According to the report, global temperatures have warmed by about 1.1 degrees Celsius since pre-industrial times, and without any reduction in emissions, within the next 40 years those temperatures will meet or exceed 2.0 degrees Celsius—the cap set by the Paris Accords in 2015.

According to The Washington Post, warming of over 2 degrees Celsius could be enough for Greenland’s ice sheet to melt, which would cause sea levels to rise globally by more than 6 feet. Effects aren’t limited to ice caps and coastal areas, either—“Climate change is already affecting every inhabited region across the globe with human influence contributing to many observed changes in weather and climate extremes,” the report states. These changes include droughts, wildfire-stoking heat waves, and flooding—disasters that have befallen communities across the globe in the last year alone. The report also projects that some damage from carbon emissions, such as acidifying oceans and rising sea levels, could take centuries to millennia to reverse.
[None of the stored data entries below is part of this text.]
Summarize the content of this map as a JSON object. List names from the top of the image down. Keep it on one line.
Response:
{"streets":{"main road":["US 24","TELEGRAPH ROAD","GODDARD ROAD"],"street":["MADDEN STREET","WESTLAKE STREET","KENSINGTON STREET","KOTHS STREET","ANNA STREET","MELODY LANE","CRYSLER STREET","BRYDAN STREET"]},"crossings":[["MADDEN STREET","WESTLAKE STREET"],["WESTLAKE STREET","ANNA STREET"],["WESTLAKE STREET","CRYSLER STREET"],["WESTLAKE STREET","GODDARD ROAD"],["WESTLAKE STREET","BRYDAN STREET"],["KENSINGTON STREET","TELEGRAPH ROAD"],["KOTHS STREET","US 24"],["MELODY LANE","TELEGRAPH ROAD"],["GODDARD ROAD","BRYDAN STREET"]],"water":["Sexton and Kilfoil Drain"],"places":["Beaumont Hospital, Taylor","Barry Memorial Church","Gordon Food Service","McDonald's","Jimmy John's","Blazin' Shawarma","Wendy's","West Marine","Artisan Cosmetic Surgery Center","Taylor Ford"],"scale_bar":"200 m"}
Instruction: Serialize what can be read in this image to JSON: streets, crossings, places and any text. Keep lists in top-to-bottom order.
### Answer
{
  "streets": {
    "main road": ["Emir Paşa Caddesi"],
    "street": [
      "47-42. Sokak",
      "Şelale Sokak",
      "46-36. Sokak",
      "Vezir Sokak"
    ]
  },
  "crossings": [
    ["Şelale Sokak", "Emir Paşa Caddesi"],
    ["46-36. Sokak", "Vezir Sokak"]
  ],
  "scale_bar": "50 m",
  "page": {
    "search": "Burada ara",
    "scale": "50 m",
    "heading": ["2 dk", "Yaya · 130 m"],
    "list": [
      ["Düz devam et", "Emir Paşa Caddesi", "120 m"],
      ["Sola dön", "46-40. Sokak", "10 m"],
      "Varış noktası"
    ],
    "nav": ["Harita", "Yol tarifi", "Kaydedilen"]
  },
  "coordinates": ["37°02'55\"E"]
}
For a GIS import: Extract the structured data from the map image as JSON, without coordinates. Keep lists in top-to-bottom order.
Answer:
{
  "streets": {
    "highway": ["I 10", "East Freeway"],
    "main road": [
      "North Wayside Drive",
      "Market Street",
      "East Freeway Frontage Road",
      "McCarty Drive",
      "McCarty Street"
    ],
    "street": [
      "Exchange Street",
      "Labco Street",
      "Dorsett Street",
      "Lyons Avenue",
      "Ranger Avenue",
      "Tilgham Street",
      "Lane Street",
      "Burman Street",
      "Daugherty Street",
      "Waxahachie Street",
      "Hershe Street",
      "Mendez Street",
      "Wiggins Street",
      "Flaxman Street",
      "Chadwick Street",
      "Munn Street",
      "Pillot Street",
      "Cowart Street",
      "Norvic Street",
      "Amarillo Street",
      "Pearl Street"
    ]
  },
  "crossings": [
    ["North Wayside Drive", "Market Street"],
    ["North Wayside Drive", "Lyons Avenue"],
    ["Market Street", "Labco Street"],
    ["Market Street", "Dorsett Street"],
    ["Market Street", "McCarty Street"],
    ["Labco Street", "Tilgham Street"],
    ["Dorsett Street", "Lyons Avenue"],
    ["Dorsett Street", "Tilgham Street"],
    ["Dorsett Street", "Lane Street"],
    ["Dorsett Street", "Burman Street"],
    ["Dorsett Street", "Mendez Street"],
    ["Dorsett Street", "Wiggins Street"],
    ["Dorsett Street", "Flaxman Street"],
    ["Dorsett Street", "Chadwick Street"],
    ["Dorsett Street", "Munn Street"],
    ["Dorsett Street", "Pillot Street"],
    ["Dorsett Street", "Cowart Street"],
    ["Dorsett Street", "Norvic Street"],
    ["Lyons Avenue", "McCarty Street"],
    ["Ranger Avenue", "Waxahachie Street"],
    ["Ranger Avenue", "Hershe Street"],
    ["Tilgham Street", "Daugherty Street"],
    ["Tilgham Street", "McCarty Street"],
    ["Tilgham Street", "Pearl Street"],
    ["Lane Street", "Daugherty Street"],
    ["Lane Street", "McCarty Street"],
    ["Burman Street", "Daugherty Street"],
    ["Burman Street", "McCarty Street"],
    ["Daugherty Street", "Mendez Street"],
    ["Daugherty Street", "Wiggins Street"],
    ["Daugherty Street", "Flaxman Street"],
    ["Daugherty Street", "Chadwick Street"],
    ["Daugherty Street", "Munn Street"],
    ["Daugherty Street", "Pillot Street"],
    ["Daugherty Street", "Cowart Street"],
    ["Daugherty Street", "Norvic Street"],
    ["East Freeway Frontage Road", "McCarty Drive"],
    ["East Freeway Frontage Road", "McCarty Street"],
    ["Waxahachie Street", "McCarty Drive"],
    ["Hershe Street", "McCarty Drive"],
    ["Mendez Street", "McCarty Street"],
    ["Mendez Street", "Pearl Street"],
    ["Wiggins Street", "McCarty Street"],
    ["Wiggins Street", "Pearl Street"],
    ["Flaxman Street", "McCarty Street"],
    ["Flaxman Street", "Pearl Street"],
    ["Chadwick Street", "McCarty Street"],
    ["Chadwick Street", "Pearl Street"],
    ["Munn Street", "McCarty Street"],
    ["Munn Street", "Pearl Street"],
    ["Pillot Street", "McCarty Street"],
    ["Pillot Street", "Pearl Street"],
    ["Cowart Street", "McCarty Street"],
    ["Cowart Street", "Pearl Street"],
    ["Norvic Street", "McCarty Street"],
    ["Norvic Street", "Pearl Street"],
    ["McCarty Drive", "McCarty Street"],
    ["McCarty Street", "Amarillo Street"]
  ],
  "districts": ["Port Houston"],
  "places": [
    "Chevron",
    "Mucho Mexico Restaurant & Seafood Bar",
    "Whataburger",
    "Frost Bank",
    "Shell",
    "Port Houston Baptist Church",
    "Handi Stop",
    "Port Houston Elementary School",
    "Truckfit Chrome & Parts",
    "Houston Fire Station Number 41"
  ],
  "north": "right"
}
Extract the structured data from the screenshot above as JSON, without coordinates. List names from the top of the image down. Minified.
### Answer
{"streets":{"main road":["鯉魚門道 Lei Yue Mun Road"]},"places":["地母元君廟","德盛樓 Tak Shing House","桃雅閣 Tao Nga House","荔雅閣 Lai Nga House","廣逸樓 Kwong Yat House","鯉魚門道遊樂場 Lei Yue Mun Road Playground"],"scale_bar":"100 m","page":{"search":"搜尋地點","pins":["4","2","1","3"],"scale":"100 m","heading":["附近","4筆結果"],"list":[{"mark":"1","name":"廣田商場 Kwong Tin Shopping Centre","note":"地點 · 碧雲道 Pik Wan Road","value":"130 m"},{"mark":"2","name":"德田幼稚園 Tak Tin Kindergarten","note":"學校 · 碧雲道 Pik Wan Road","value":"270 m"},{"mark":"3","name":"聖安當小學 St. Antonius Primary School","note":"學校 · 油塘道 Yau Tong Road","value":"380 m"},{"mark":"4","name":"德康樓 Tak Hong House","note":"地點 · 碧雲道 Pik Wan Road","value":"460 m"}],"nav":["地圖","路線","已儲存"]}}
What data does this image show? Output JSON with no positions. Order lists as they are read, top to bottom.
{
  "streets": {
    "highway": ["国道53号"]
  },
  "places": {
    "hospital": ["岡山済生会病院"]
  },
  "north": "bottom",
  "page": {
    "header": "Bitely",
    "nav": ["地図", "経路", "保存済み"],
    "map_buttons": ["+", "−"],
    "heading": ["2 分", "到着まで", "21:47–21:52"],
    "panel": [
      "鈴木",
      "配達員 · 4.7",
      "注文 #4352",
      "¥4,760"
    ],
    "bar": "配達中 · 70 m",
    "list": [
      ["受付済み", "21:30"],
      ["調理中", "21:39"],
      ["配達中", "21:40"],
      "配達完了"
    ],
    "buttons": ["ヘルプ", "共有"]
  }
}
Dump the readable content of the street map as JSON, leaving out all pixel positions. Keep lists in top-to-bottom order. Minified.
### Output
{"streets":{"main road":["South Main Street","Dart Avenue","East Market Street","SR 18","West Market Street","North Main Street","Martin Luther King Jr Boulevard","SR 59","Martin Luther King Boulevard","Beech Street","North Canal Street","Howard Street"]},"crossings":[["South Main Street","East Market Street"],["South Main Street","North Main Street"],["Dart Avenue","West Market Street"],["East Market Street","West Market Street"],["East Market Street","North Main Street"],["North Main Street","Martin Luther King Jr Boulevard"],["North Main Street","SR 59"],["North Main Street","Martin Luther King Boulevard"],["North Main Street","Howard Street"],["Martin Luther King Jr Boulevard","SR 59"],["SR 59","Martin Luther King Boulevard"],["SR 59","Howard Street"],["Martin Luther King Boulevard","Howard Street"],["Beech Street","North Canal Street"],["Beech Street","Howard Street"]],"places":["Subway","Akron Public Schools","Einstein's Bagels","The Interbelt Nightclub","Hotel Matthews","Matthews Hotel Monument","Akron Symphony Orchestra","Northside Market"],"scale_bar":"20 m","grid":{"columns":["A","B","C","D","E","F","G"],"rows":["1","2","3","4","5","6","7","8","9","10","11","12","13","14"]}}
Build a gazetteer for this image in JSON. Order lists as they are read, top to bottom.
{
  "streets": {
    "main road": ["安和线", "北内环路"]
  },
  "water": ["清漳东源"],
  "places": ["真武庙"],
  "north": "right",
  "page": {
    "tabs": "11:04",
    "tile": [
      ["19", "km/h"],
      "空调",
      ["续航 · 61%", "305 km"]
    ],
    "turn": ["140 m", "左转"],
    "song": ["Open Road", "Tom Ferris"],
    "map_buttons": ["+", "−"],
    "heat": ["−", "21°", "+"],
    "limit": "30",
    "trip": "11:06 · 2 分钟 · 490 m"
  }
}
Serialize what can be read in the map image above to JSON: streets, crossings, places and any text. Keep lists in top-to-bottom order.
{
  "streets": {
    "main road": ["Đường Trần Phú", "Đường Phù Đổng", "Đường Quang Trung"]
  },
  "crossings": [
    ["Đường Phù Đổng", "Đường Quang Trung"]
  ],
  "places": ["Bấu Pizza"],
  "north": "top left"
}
United Nations Secretary General António Guterres says in a statement that the findings are “a code red for humanity,” and that leaders from government, business, and civil society must unite behind policies and investments to keep rising temperatures under control. “We owe this to the entire human family,” he says. “There is no time for delay and no room for excuses.”

This report is the sixth of its kind since 1990—and the most recent since 2013—according to Naturebut is distinct from previous reports in a few ways. First, it leaves no room for doubt as to whether or not humans are responsible for the rapidly warming temperatures of the last century. Additionally, Swiss Federal Institute of Technology climate scientist Sonia Seneviratne tells Nature that within the last decade, scientists have developed better statistical models to predict the effects of climate change. She also says that increasing numbers of extreme weather events are evidence of the changing climate.

“It’s now become actually quite obvious to people what is happening, because we see it with our own eyes,” University of East Anglia climate scientist and report contributor Corinne Le Quéré tells the Post. “You don’t have to have a PhD. You don’t need to be a climate scientist. You just need to be a person who looks out the window.”

This report does not offer any policy recommendations or mitigation strategies, but will be followed by two additional reports in the coming months that will offer concrete recommendations to limit carbon emissions. However, Monday’s report does include five projected scenarios, ranging from “business as usual” (the planet continuing its current reliance on fossil fuels) to making dramatic cuts to carbon emissions. At this point, even the most dramatic interventions wouldn't be able to stop the climate from exceeding the 1.5 degrees C threshold before temperatures stabilize and begin cooling—and in the “business as usual” scenario, scientists project the climate would hit 4.4 to 5.7 degrees C higher than preindustrial levels by the end of the century, according to Science

Despite the sobering projections, officials and activists say that it’s not too late to act.

“From a scientific perspective, every degree, every part of a degree, every half of a degree matters in terms of limiting the impacts that we will see from climate change,” Ko Barrett, former vice chair of the IPCC, tells CNN, and climate scientist and report coauthor Kim Cobb tells Buzzfeed that acting now can help ensure “these next two decades of warming may be some of our last.”

“The new IPCC report contains no real surprises. It confirms what we already know from thousands previous studies and reports—that we are in an emergency,” writes teenage environmental activist Greta Thunberg on Twitter. “It is up to us to be brave and take decisions based on the scientific evidence provided in these reports. We can still avoid the worst consequences, but not if we continue like today, and not without treating the crisis like a crisis.”